Moreover, 3DP technology has a unique advantage in pediatric medication, because it can ensure that children in different growth stages receive accurate drug dosages, and can enable individualized dosages of highly active drugs. The appearance of tablets can also be accurately controlled. With color 3DP technology, preparations with specific colors and shapes can be printed. Cartoon animal tablets can also be printed in shapes that children like, to greatly improve patient compliance in clinical pediatric medicine. In addition, personalized drug administration benefits may include printing a variety of drug compositions, or combining a variety of drugs that patients must take into a single daily dose, to facilitate compliance and provide convenience, particularly for older patients. Compliance among children has long been a bottleneck in preparation research, and the differences in the pharmacokinetic parameters of children in different growth stages also affect the development of pediatric preparations.

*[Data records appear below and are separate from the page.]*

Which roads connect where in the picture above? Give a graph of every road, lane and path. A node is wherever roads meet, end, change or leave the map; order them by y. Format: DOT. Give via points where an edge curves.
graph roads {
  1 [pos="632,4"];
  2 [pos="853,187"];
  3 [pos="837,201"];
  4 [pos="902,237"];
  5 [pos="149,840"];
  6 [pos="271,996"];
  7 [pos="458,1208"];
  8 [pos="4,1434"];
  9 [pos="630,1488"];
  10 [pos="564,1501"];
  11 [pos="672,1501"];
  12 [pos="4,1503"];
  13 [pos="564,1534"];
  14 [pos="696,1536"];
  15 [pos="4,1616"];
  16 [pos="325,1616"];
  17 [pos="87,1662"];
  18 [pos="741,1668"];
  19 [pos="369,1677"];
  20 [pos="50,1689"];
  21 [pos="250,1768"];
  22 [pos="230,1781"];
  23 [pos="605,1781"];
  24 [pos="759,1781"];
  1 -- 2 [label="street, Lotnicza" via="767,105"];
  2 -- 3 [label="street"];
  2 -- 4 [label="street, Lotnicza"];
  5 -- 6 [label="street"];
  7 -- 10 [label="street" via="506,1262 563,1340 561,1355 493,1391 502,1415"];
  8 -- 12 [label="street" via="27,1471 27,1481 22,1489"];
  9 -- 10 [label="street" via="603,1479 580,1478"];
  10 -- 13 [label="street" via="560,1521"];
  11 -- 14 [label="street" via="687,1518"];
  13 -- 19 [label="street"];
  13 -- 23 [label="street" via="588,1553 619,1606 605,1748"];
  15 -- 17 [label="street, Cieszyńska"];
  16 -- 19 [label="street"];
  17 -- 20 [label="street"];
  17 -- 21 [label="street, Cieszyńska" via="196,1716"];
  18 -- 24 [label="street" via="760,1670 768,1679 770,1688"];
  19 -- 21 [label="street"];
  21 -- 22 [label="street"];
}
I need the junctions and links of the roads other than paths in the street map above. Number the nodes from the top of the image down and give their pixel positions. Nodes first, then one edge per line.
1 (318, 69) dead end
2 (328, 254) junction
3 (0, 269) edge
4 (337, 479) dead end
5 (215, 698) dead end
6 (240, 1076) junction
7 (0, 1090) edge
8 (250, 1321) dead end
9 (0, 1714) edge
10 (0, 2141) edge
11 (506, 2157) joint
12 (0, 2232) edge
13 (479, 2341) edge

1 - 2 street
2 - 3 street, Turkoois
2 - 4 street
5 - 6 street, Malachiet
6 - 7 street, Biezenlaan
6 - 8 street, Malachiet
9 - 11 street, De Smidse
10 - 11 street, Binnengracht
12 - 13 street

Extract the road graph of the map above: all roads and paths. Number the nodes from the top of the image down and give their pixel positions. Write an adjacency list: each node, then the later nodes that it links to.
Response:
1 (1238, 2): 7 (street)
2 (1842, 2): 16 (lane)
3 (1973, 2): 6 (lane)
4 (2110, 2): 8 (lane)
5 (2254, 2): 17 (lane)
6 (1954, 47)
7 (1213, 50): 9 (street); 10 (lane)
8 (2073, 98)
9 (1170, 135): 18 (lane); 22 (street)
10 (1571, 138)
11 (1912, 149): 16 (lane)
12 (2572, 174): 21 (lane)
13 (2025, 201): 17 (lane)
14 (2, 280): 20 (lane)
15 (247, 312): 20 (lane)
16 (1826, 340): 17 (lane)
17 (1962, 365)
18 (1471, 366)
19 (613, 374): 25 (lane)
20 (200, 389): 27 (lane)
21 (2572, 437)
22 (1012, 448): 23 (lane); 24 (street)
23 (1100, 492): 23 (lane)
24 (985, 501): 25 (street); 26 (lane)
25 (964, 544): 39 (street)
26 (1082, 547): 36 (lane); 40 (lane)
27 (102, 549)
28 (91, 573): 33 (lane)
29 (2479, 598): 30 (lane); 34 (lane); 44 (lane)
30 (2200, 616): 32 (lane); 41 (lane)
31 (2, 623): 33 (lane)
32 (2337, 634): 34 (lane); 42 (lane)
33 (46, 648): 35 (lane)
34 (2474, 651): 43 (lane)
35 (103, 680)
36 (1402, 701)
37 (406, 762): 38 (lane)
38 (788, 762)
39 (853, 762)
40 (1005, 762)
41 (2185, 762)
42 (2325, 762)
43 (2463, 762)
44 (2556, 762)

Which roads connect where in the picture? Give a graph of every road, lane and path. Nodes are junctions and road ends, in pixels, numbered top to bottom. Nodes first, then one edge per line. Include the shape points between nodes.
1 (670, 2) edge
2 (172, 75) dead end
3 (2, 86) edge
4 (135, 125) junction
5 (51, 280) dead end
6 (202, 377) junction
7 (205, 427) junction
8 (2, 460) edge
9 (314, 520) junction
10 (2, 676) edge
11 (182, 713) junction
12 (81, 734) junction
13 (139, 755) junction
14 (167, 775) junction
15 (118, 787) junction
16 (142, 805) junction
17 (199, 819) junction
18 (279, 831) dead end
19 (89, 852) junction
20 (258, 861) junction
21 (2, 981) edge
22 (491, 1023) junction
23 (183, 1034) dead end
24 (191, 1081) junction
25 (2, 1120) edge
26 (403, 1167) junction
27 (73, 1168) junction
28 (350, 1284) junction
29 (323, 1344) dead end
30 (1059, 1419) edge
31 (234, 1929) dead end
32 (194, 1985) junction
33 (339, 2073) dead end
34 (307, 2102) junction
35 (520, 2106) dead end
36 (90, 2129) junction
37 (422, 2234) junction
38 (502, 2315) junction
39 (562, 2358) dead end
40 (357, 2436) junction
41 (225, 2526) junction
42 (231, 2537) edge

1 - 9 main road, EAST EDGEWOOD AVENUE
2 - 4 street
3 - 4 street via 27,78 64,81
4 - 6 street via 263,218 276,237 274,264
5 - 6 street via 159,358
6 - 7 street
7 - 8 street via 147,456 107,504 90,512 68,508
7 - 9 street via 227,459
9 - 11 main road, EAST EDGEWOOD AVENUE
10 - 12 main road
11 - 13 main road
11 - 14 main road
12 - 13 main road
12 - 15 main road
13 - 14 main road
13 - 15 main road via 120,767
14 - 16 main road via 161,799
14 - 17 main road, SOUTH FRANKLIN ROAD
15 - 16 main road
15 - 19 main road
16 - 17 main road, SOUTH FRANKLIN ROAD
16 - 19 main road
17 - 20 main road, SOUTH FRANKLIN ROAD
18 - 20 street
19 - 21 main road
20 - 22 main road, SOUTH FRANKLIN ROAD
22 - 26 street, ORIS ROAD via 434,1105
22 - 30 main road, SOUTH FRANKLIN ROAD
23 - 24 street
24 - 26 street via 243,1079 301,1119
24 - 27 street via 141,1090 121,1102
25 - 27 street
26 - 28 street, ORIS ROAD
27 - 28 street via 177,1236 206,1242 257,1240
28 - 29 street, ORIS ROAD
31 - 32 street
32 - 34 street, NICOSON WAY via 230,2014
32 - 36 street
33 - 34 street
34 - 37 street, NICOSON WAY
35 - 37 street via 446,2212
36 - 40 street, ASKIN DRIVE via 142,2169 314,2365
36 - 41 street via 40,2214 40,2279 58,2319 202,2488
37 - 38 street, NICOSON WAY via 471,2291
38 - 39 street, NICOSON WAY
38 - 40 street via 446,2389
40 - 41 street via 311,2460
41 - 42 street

At present, the practice of halving adult dosages for children is far from meeting the increasingly diverse drug-use needs. The problems of individualization, compliance and accuracy in pediatric drug administration must urgently be solved.
Although 3DP technology still faces many technical and regulatory challenges [70], we believe that further developments will provide favorable solutions to the existing problems. Furthermore, 3DP is expected to bring new opportunities and hopes for advances in medicine, and to accelerate the arrival of the era of personalized, intelligent drug delivery.